Scholz lehnte allerdings erneut die Forderung einer Reihe von Staaten ab, auch eine gemeinsame Verschuldung über sogenannte defense bonds einzuführen. “Die Position Deutschlands in dieser Frage ist traditionell bekannt und wird sich nicht sehr ändern”, betonte er auch mit Blick auf den bevorstehenden Wechsel der Regierung. Scholz hatte sich mit CDU-Chef Friedrich Merz, seinem erwarteten Nachfolger, am Mittwoch über die Positionen auch für den EU-Sondergipfel abgestimmt. Merz nahm am Vormittag an dem Treffen der konservativen europäischen Parteienfamilien EVP in Brüssel teil, flog aber vor Beginn des EU-Sondergipfels zurück nach Berlin.

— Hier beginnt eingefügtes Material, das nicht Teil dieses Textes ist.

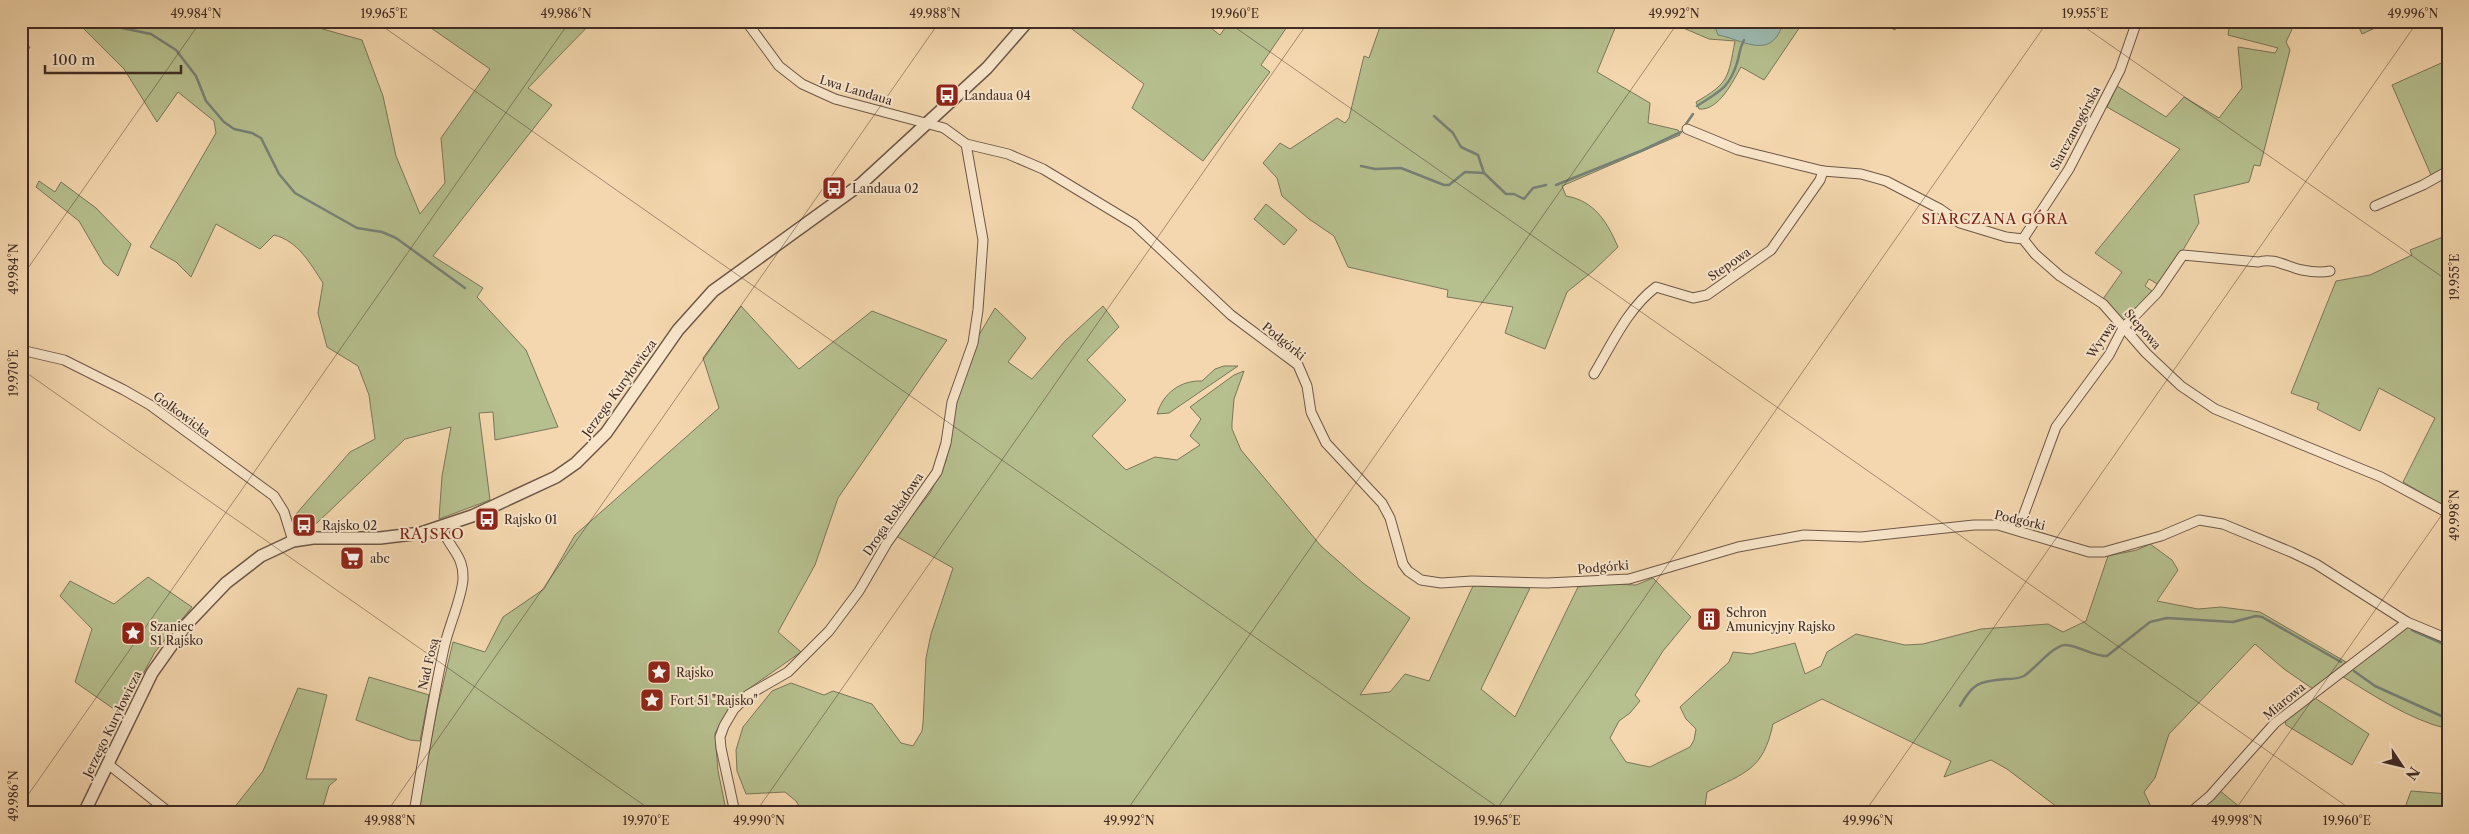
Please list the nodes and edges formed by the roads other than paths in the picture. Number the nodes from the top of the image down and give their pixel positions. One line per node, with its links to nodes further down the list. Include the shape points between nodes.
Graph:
1 (746, 21): 4 (street, Lwa Landaua, via 779,66 802,84 835,98)
2 (1028, 21): 4 (street, Jerzego Kuryłowicza, via 987,68)
3 (2137, 21): 10 (street, Siarczanogórska, via 2120,70 2069,168)
4 (927, 123): 6 (street, Podgórki, via 944,128); 16 (street, Jerzego Kuryłowicza, via 861,184 730,278 700,304 606,433 576,463 533,489)
5 (1687, 130): 7 (street, via 1738,150)
6 (966, 144): 17 (street, Podgórki, via 1008,154 1043,169 1134,224 1230,315 1298,365 1307,386 1311,412 1326,443 1382,503 1390,518 1403,564 1408,572 1421,580 1440,583 1547,583 1629,579 1738,547 1804,535 1861,537 1974,525 1998,525); 25 (street, Droga Rokadowa, via 983,240 978,300 973,343 952,402 946,443 937,472 829,631 788,672 748,695 727,720 720,737)
7 (1823, 171): 10 (street, via 1861,174 1886,181 1960,223); 14 (street, Stepowa, via 1771,250 1707,296 1693,298 1656,287 1644,296 1625,321)
8 (2448, 171): 9 (street)
9 (2375, 206)
10 (2023, 239): 12 (street, Stepowa, via 2060,276 2103,304)
11 (2330, 271): 12 (street, Wyrwa, via 2300,270 2267,259 2258,262 2183,256 2157,293)
12 (2123, 328): 15 (street, Stepowa, via 2181,386 2215,409 2381,477); 17 (street, Wyrwa, via 2109,355 2056,427)
13 (21, 350): 18 (street, Golkowicka, via 64,360 150,406 274,496 284,512)
14 (1594, 374)
15 (2448, 513)
16 (442, 527): 18 (street, Jerzego Kuryłowicza, via 389,537); 24 (street, Nad Fosą, via 461,560 463,580 433,699)
17 (2018, 530): 19 (street, Podgórki, via 2088,552 2104,552 2199,520 2223,524 2316,564)
18 (294, 541): 21 (street, Jerzego Kuryłowicza, via 277,547 248,566 186,625 139,696)
19 (2407, 622): 20 (street, Podgórki); 26 (street, Miarowa, via 2275,723 2210,796)
20 (2448, 639)
21 (108, 764): 22 (street, Jerzego Kuryłowicza); 23 (street)
22 (84, 813)
23 (170, 813)
24 (414, 813)
25 (735, 813)
26 (2190, 813)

SELENSKYJ NIMMT AN EU-SONDERGIPFEL TEIL
EU-Ratspräsident Antonio Costa hatte die EU-Staats- und Regierungschefs zu einem Sondergipfel eingeladen, weil seit dem Amtsantritt von US-Präsident Donald Trump die Sorge über amerikanisch-russische Absprachen zulasten der Ukraine und Europas wächst. Deshalb wollen die Europäer der Ukraine ihre Unterstützung versichern. Auch der ukrainische Präsident Wolodymyr Selenskyj nahm an dem Treffen teil und betonte, wie wichtig die Hilfe sei. “Wir sind nicht alleine”, sagte er. Die USA hatten in den vergangenen Tagen die Militärhilfe für die Ukraine eingestellt und wollen auch keine Geheimdienstinformationen mehr liefern. Trump macht Druck auf Selenskyj, einer Friedenslösung mit Russland zuzustimmen und auf besetzte Gebiete zu verzichten. Die Europäer wollen der Ukraine dagegen auch weiter militärisch helfen.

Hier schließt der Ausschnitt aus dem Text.